## What is Gravitational Field?

We can easily define the *gravitational field as a region of space in which every object with a mass experiences a pull due to gravitational force.*

For example, when you throw a ball vertically upward, it will go up and then gradually start losing momentum due to deceleration. The ball will reach a point where it will no longer continue to move up again, and then start falling back to the ground. Ever wonder why that happens?

This is because as the ball is moving upward due to the force you applied by throwing it up, another force is also pulling the ball down and it’s called gravitational force. The space where the ball was thrown is called the gravitational field.

Another example is, ever wonder why a mango fruit falls to the ground instead of moving to space? The answer to this question is also very simple. **The gravitational force will always pull the mango fruit back to the ground**.
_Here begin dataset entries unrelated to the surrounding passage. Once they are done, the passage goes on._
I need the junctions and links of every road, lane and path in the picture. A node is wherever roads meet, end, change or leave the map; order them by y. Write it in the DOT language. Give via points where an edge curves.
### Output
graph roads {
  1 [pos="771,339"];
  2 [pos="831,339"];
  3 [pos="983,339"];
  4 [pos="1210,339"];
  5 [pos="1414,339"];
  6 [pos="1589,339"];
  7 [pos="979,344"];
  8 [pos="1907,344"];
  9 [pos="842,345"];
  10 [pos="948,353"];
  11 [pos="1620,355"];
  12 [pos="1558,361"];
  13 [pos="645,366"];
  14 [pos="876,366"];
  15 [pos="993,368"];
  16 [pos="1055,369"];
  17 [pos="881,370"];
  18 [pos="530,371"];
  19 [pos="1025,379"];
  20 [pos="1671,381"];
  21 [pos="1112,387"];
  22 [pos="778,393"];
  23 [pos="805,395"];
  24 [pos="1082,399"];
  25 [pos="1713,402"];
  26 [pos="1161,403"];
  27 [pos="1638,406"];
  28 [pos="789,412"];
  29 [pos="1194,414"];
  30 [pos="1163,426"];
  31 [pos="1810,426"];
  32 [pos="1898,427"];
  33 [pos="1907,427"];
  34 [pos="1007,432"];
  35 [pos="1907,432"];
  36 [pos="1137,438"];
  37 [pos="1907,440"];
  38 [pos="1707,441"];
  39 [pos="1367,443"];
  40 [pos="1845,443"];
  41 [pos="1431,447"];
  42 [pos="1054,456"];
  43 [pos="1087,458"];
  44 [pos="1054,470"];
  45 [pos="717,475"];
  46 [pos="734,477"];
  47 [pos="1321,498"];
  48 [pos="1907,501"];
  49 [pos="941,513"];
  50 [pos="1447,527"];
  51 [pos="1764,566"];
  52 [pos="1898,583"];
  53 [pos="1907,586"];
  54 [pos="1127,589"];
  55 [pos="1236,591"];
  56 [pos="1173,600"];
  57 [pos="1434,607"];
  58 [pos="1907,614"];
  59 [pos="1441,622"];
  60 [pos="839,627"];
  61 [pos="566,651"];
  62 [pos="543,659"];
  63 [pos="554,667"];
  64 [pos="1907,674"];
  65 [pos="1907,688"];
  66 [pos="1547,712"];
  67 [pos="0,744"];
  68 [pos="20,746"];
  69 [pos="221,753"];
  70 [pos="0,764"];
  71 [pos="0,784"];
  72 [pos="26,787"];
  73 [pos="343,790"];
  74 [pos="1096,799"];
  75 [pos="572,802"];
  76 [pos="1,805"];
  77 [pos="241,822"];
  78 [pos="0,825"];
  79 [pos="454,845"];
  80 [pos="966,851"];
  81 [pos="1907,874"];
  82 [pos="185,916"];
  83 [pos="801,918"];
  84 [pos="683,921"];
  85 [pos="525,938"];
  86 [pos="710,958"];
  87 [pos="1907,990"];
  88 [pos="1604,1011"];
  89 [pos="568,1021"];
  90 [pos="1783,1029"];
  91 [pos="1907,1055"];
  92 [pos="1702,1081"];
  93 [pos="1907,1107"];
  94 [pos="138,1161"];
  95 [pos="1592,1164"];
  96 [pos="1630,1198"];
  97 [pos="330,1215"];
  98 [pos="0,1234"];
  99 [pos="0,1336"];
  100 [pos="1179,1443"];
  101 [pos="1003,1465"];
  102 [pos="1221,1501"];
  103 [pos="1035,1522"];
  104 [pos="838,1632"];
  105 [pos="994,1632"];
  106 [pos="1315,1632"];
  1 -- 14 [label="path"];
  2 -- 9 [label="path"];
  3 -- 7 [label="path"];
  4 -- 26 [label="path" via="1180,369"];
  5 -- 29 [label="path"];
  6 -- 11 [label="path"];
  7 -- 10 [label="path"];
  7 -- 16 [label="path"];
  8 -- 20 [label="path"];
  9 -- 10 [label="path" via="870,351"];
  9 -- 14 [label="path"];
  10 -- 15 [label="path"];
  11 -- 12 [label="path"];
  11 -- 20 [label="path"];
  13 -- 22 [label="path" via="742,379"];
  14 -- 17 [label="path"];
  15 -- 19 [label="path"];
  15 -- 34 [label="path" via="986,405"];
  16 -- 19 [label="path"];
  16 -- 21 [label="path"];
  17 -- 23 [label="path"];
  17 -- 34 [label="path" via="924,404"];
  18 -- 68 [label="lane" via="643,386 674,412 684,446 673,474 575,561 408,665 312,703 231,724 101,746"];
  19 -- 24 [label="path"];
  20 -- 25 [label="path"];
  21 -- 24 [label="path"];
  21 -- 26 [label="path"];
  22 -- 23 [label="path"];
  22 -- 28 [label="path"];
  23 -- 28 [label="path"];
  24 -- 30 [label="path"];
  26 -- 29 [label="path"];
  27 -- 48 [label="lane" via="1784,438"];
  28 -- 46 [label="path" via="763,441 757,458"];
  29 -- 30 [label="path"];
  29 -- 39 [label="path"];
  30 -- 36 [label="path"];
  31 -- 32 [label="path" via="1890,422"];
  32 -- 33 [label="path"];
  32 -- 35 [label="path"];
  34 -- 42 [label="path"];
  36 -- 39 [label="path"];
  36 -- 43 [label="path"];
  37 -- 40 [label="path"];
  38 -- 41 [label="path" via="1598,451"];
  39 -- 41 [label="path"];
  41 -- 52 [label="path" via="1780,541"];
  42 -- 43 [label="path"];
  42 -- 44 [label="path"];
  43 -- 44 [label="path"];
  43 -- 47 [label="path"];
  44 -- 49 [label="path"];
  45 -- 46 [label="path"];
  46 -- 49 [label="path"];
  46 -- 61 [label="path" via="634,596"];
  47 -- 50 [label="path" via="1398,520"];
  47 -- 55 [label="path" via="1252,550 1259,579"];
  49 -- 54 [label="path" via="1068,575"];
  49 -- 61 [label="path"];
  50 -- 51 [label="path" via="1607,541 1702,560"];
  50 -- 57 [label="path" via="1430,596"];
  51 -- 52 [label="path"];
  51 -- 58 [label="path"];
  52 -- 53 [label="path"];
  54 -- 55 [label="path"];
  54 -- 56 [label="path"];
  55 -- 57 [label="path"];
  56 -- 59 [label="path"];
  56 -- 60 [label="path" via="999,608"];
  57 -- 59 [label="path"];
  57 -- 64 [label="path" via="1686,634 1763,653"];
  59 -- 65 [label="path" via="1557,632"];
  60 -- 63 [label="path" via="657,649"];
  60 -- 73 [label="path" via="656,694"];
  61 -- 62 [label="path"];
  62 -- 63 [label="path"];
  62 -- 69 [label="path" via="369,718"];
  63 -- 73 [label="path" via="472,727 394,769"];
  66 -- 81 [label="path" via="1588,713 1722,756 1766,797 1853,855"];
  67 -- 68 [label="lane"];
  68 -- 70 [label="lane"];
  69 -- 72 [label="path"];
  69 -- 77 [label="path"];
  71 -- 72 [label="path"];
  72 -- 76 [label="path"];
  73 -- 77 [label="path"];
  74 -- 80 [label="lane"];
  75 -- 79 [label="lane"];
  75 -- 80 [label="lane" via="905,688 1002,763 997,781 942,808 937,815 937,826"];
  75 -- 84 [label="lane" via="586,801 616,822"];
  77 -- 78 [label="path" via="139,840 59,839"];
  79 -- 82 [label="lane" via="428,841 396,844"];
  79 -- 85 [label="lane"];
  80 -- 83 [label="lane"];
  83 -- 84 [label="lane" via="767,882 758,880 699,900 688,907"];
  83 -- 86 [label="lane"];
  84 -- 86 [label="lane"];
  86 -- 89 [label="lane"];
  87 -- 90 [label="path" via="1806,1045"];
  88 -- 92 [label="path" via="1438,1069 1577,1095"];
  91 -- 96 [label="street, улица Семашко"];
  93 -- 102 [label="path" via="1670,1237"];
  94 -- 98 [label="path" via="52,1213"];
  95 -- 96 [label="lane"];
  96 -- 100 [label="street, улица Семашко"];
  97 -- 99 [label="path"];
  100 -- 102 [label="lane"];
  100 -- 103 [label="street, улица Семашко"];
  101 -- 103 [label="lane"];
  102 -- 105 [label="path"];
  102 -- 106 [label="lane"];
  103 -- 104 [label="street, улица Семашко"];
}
What happens to you when you jump up? **You will still come back to the ground**.

When you drop two objects, say a pencil and a big stone at the same time from the same height. What did you observe? **Both the pencil and the big stone will fall on the ground at the same time.**

The examples I have mentioned here were thanks to the effect of gravitational force in a gravitational field.

### Important Notes on Gravitational Field

Did you know that the Earth exerts a gravitational force on the moon, even though they are 385,000 kilometres away from each other? Yes, the Earth pulls the moon toward its centre. The space between the earth and the moon is known as the gravitational field.

Did you know that the sun pulls the earth due to gravity even though the distance between them is 1.5 x 108 kilometres? Yes, it does pull the earth due to the force of gravity.

*You may also like to read:*

Newton’s Second Law Practice Problems

## Newton’s Laws of Universal Gravitation

**Law:** *Newton’s law of universal gravitation states that the force of attraction (F) between two masses (M) and (m) is directly proportional to the product of the masses and inversely proportional to the square of the distance between them. This law is also known as inverse law.*

F ∝ Mm / r^{2}

Which will become

F = (GMm) / r^{2}

Where

F = Force of attraction between the two masses M and m

M and m are the masses of the two objects

G = Gravitational constant = 6.7 x 10^{-11} Nm^{2}kg^{-2} [The unit of gravitational constant is Newton meter square per kilogram square (Nm^{2}kg^{-2}) **or** meter cube per kilogram per second square (m^{3}kg^{-1}s^{-2}) ]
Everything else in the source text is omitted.